The 59 Chinese apps banned by the Narendra Modi government, in the backdrop of tensions on the Line of Actual Control, posed significant privacy and security concerns to the unwitting Indians using them. Their presence also raised some grave national security concerns, given the link the developers of most of these apps have with the Chinese government. However, threats to privacy and security continue to linger on from some unsuspecting quarters. One such area is the presence of bloatware on mobile phones.
The bloatware problem
Bloatware may be defined as a system of pre-installed apps on select mobile devices that cannot be removed or even disabled without compromising on the functionality of the phone or exposing it to serious security concerns. These apps are installed primarily by handset manufacturers and often add significantly to their revenue. Several mobile manufacturers are able to keep the price of their device low because they compensate for reduced profits on the sale of devices by making additional profits through these third party apps. The problem is particularly acute with some of the Chinese mobile manufacturers. Xiaomi, for example, by some estimates, earned 9.1% of its revenue in 2018 through these pre-loaded apps and services. Samsung and other manufacturers have also adopted such business models, especially at the lower end of the price spectrum. However, this low price for customers often comes at a significant cost. Apart from consuming unnecessary space on the phone and being a drain on the device’s battery, these apps pose serious security threats because they collect user data in surreptitious ways that can easily be misused.
Surprisingly, the issue has received very little attention in both academic and policy circles. However, a paper titled An analysis of Pre-installed Android Software by researchers at the IMDEA Networks Institute, brings forth significant issues with these pre-installed apps.

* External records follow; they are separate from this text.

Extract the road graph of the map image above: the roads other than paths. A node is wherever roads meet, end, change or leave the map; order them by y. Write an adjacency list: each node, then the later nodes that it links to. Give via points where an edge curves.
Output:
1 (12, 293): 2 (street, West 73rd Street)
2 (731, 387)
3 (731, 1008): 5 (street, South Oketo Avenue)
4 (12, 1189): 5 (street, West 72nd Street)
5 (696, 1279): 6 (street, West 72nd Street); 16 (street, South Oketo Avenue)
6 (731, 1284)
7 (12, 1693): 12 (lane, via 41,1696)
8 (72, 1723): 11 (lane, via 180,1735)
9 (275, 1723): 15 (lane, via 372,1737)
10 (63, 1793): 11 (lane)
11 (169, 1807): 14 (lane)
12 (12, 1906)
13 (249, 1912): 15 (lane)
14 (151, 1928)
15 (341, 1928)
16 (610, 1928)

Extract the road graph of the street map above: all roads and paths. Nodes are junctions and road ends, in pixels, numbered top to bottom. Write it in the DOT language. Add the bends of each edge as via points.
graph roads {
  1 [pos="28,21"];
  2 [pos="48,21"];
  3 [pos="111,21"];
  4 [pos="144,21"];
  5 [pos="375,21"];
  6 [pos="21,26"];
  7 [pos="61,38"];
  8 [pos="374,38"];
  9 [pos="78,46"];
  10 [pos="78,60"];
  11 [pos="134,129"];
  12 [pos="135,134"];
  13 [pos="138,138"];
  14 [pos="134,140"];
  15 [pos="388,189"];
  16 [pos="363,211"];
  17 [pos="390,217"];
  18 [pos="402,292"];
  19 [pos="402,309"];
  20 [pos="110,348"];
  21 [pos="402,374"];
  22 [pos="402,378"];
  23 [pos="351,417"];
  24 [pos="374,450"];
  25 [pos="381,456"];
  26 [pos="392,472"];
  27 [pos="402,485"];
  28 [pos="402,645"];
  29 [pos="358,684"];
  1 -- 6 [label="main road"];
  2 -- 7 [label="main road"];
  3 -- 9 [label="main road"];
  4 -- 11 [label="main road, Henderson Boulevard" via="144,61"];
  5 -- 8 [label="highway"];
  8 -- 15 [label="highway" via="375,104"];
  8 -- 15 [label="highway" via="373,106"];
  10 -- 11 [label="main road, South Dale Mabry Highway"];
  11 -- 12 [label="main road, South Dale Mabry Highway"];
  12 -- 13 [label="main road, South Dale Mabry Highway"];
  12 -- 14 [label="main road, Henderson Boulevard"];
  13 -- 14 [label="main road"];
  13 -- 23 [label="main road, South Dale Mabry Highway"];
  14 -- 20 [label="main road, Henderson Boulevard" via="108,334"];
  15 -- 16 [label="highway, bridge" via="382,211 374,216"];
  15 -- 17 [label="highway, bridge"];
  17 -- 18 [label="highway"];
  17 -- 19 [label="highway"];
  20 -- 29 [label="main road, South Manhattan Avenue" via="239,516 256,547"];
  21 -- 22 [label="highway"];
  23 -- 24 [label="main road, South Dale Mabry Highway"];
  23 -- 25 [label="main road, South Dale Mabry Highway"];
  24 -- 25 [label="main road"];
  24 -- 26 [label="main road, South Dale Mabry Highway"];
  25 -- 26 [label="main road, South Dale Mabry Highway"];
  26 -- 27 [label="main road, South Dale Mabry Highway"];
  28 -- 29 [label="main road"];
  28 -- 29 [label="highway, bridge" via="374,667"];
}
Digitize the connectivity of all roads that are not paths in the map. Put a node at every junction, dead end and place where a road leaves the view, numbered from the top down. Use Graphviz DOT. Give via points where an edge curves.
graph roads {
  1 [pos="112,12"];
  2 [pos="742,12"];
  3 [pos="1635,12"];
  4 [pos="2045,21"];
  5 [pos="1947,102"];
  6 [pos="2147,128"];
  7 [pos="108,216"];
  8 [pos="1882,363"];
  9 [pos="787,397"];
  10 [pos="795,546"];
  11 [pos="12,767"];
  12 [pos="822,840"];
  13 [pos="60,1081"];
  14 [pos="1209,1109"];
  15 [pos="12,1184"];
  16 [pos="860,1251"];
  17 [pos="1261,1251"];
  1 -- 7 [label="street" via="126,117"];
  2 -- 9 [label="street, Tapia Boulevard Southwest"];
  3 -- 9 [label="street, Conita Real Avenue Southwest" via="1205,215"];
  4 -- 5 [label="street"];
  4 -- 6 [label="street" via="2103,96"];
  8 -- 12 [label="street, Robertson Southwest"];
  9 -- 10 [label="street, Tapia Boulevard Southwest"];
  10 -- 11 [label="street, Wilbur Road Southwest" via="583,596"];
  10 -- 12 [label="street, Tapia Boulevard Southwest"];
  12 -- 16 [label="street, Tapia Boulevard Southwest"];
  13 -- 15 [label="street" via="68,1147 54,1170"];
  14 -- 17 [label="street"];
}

What data is being collected?
These apps are designed to have what can be called custom permission that allows them bulk access to various features that are not available to other apps. Highlighting the gravity of the risk, the paper notes: “These actors have privileged access to system resources through their presence in preinstalled apps but also as third-party libraries embedded in them. Potential partnerships and deals – made behind closed doors between stakeholders – may have made user data a commodity before users purchase their devices or decide to install software of their own”
The paper also found that these apps collect extremely sensitive information that can range from data related to geo-location, information regarding other apps that a consumer is using on the phone to even personally identifiable information. All this data collected is shared with the advertisers and other analytics firms. These pre-installed apps have also been found to have embedded third-party libraries like Rootnik that can expose the users to banks and other kinds of monetary fraud. Such practices raise concerns about the privacy of individual users.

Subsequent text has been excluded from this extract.